Des arguments qui ne font pas mouche du côté du conseil de l’ordre des avocats au barreau de Papeete. Sa motion du 2 avril d’un « démantèlement des principes fondamentaux du procès équitable et des droits de la défense » et dénonce un projet qui « consacre l’avocat comme un figurant institutionnel ». Le plaider-coupable criminel « exclut l’audition de tout témoin ou expert lors de l’homologation, réduisant l’avocat à une simple présence formelle sans capacité de contestation contradictoire », précise le barreau… Qui s’attaque à d’autres aspects du projet de réforme, dont la réduction « drastique » de certains délais de dépôt de requête ou de recours, le renforcement des compétences du président de la chambre de l’instruction au détriment contrôle collégial, ou la « légitimation de la détention illégale », au travers des « sas de détention » qui doivent permettre le maintien en détention provisoire malgré l’expiration du mandat ou des irrégularités procédurales.
Même charge, du côté du Syndicat de la magistrature qui regrette l’effacement des jurys citoyens, puisque le projet de loi revoit aussi le fonctionnement des cours criminelles départementales, ces « cours d’assises au rabais » dont la Polynésie a jusqu’à maintenant obtenu d’être dispensée, et qui laissent aux seuls juges le soin d’étudier certaines affaires criminelles. Le syndicat regrette aussi « l’autorisation du recours à des bases de données génétiques commerciales, notamment présentes aux États-Unis mais pourtant interdites en France, sans prise en compte des enjeux éthiques et du risque d’atteinte aux libertés individuelles ». Mais surtout, il critique les motivations du Garde des Sceaux : oui la justice criminelle est « engorgée », mais à cause d’une « insuffisance de moyens » chronique. « Loin de résoudre ces difficultés, le projet de loi ‘Sure’ ne vise qu’à dégrader la qualité que présente encore la justice criminelle, dans une logique purement gestionnaire », précise le syndicat de la magistrature, qui appelle, comme le barreau de Papeete ou le conseil national des barreaux, à l’abandon pur et simple du texte
« Entrave intolérable à la liberté d’informer »
Il faut noter que l’Union syndicale des magistrats, organisme concurrent mais majoritaire au niveau national, n’a pas appelé à rejoindre le mouvement du 13 avril.
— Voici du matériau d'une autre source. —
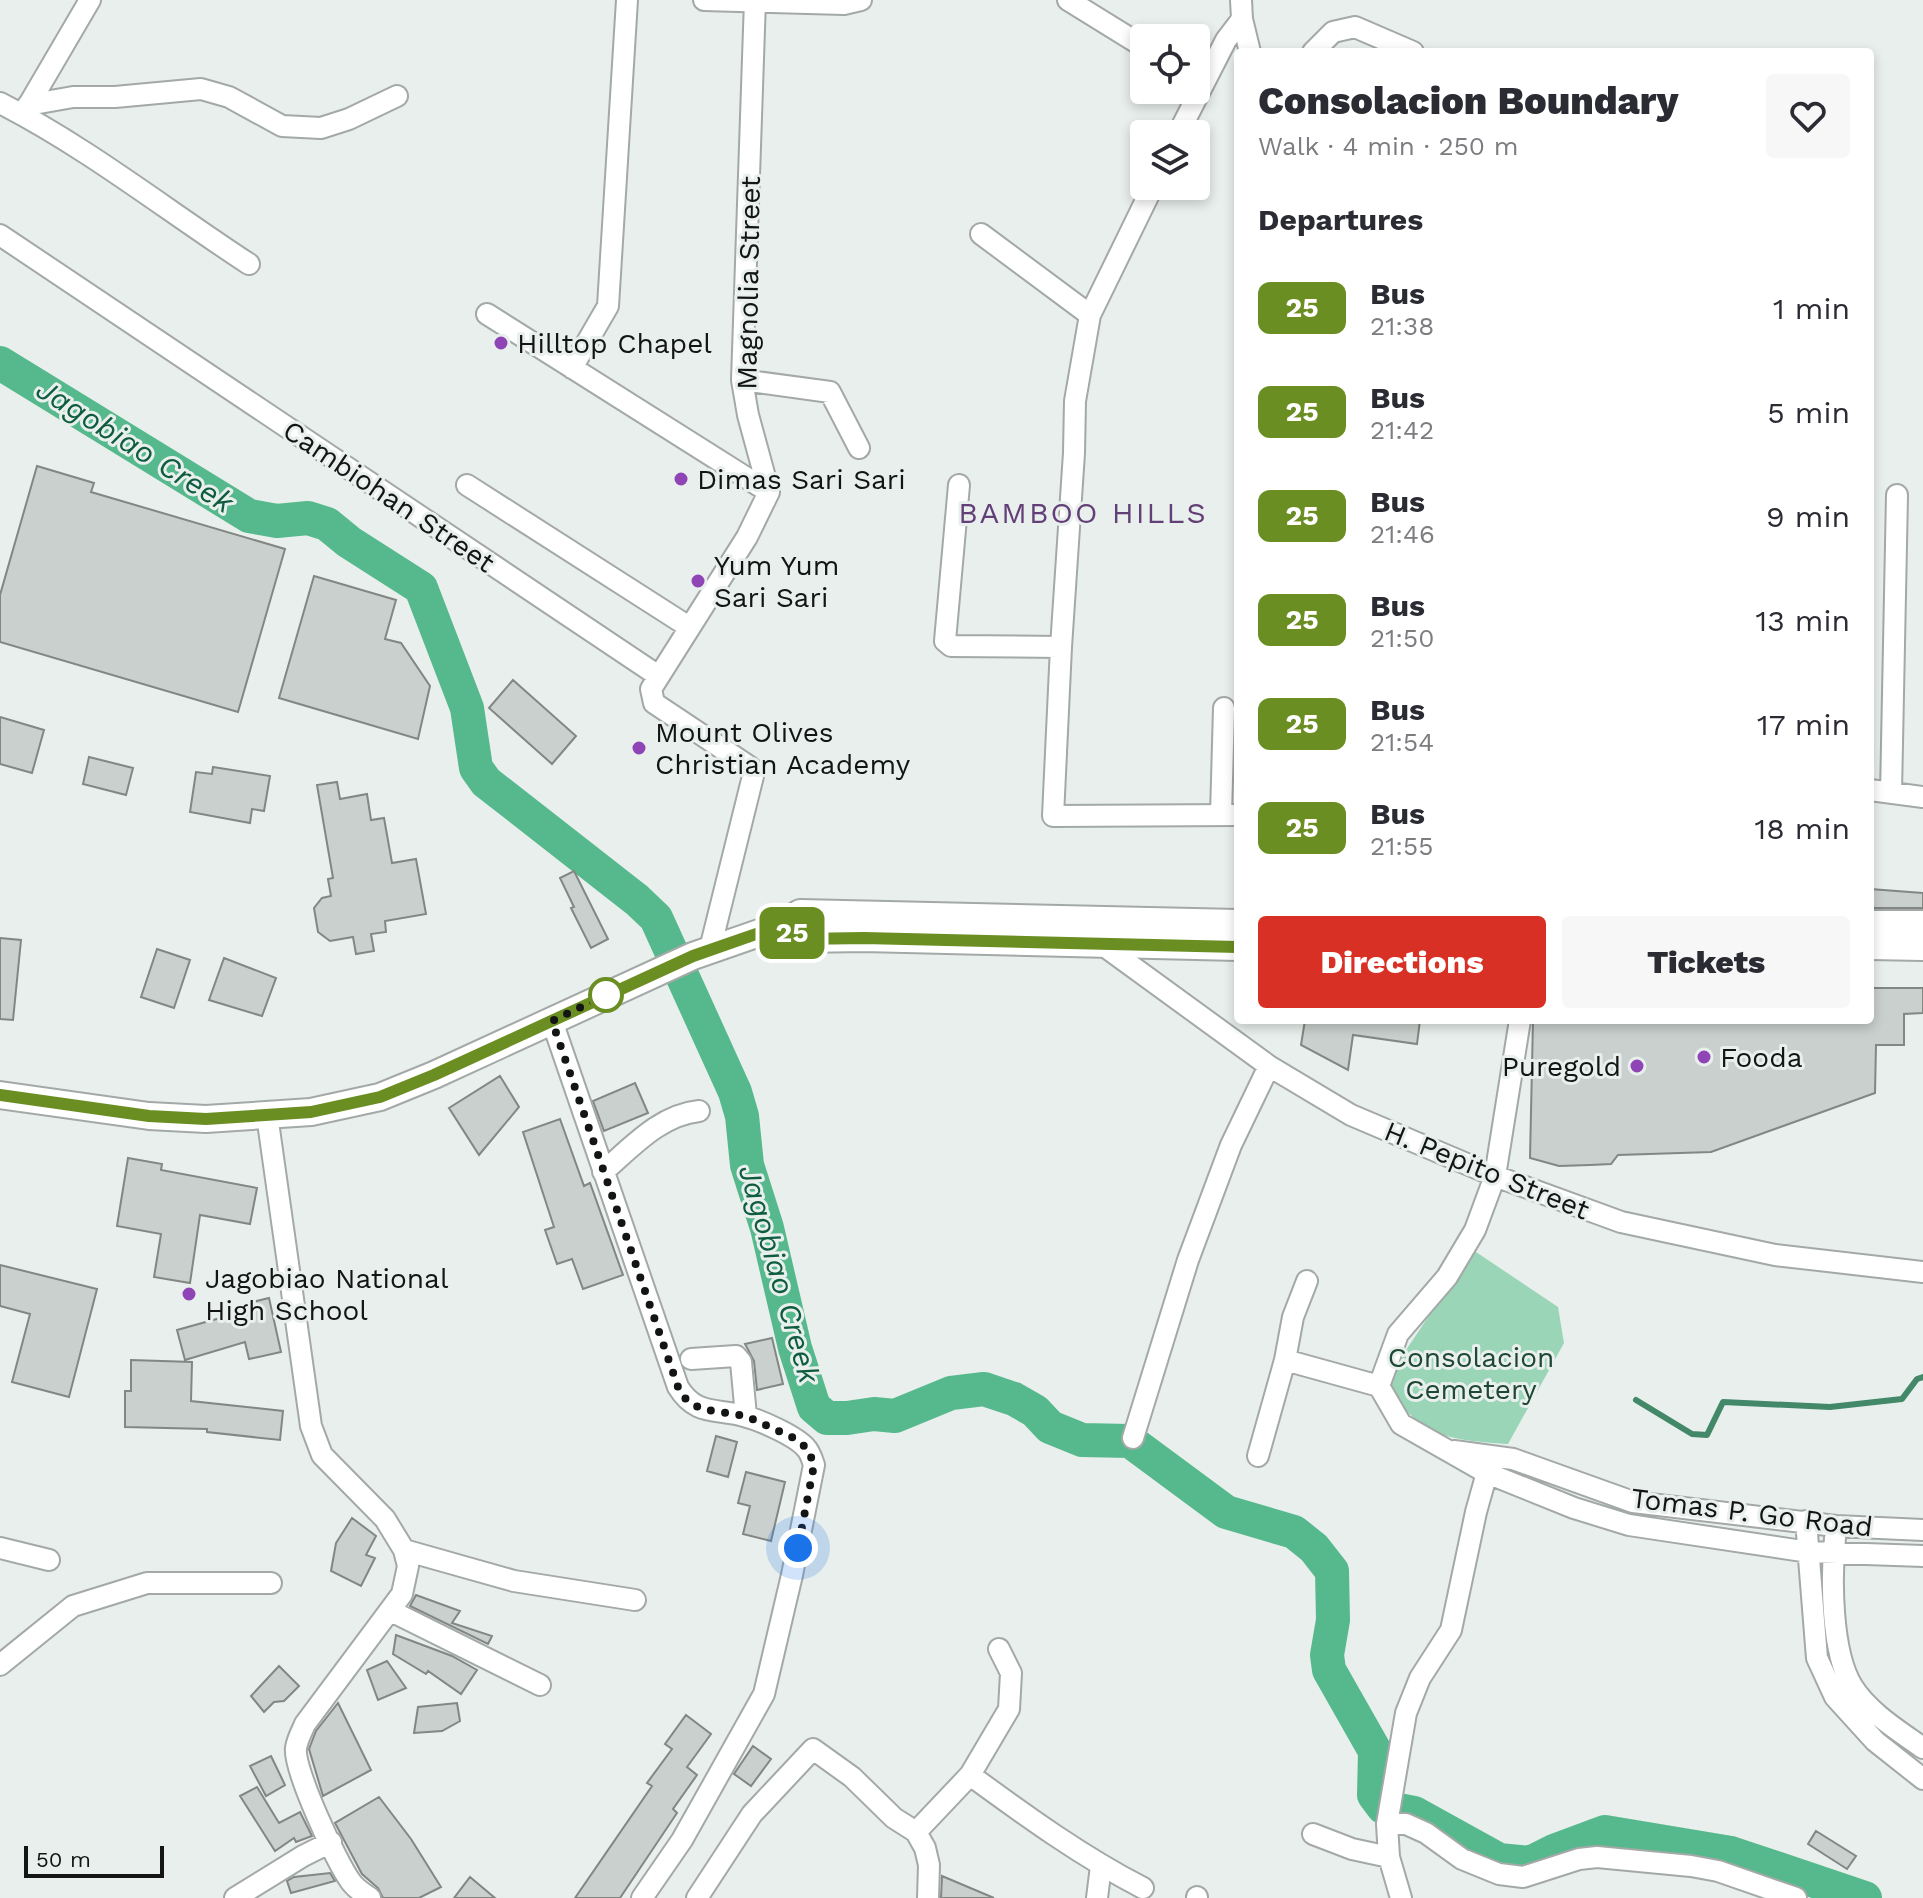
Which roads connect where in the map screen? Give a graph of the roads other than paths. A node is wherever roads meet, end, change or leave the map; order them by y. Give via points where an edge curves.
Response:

L’USM n’est toutefois pas resté indifférent à cette réforme, en interpellant sur plusieurs points, et en demandant plusieurs amendements dont certains ont d’ailleurs déjà été pris en compte en commission du Sénat. Le syndicat a posé certaines « lignes rouges » concernant le plaider-coupable, dont il doute de l’utilité réelle pour réduire les stocks d’affaires. Mais il se félicite d’autres modifications apportées par le texte, notamment l’anonymisation des professionnels de justice au sein des décisions diffusées en source ouverte, demandée depuis longtemps et contestée par les avocats.
Enfin, il est à noter que le Syndicat national des journalistes s’est lui prononcé contre la réforme considérée comme une « entrave intolérable à la liberté d’informer » : la plaider-coupable va en effet largement réduire les possibilités de compréhension et de médiatisation des affaires criminelles concernées.